Overview
This multicenter, retrospective study aims to develop and validate a multimodal deep learning model for predicting the risk of metachronous liver metastasis in patients with stage I-III colorectal cancer following curative resection. The model will integrate preoperative contrast-enhanced CT imaging, digitized histopathological whole-slide images, and standard clinical-pathological data.

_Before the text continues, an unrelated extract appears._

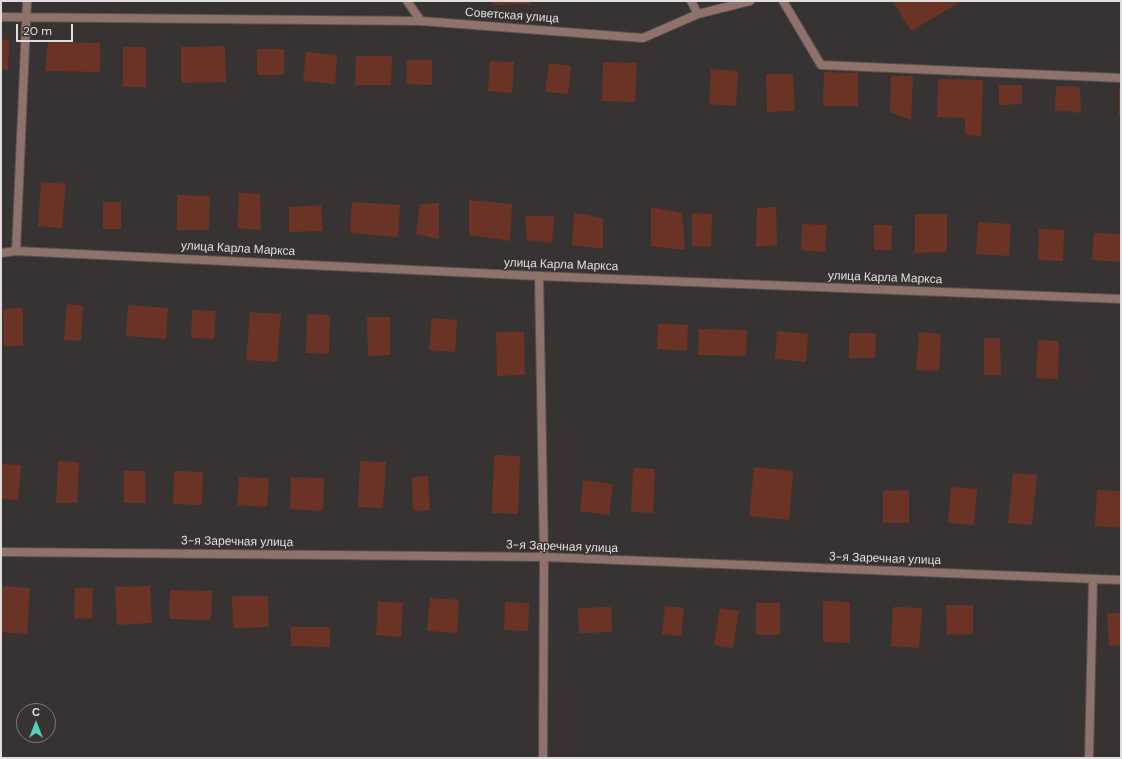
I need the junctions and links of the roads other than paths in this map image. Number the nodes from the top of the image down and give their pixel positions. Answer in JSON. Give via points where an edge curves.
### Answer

The primary objective is to assess the model's discriminatory performance, measured by the area under the receiver operating characteristic curve (AUC), and to compare its predictive accuracy against traditional prognostic factors such as TNM staging and serum carcinoembryonic antigen levels. This research utilizes existing archival data; no direct patient contact or intervention is involved. The ultimate goal is to provide a robust, data-driven tool for improved risk stratification, which could potentially guide personalized surveillance strategies and adjuvant therapy decisions in the future.
Eligibility
Inclusion Criteria:
- Age 18-75 years, any gender.
- Histologically confirmed primary colon or rectal adenocarcinoma.
- Underwent curative radical resection (R0 resection) for colorectal cancer.
- Preoperative contrast-enhanced abdominal/pelvic CT scan performed within 1 month before surgery, with acceptable image quality.
- No evidence of distant metastasis (including synchronous liver metastasis) on preoperative or intraoperative exploration.
Exclusion Criteria:
- History of other malignant tumors.
- Previous history of liver surgery or liver transplantation.
- Missing clinical, imaging, or pathological data required for the study.
- Death within the perioperative period (within 30 days after surgery).
- Lack of regular follow-up information.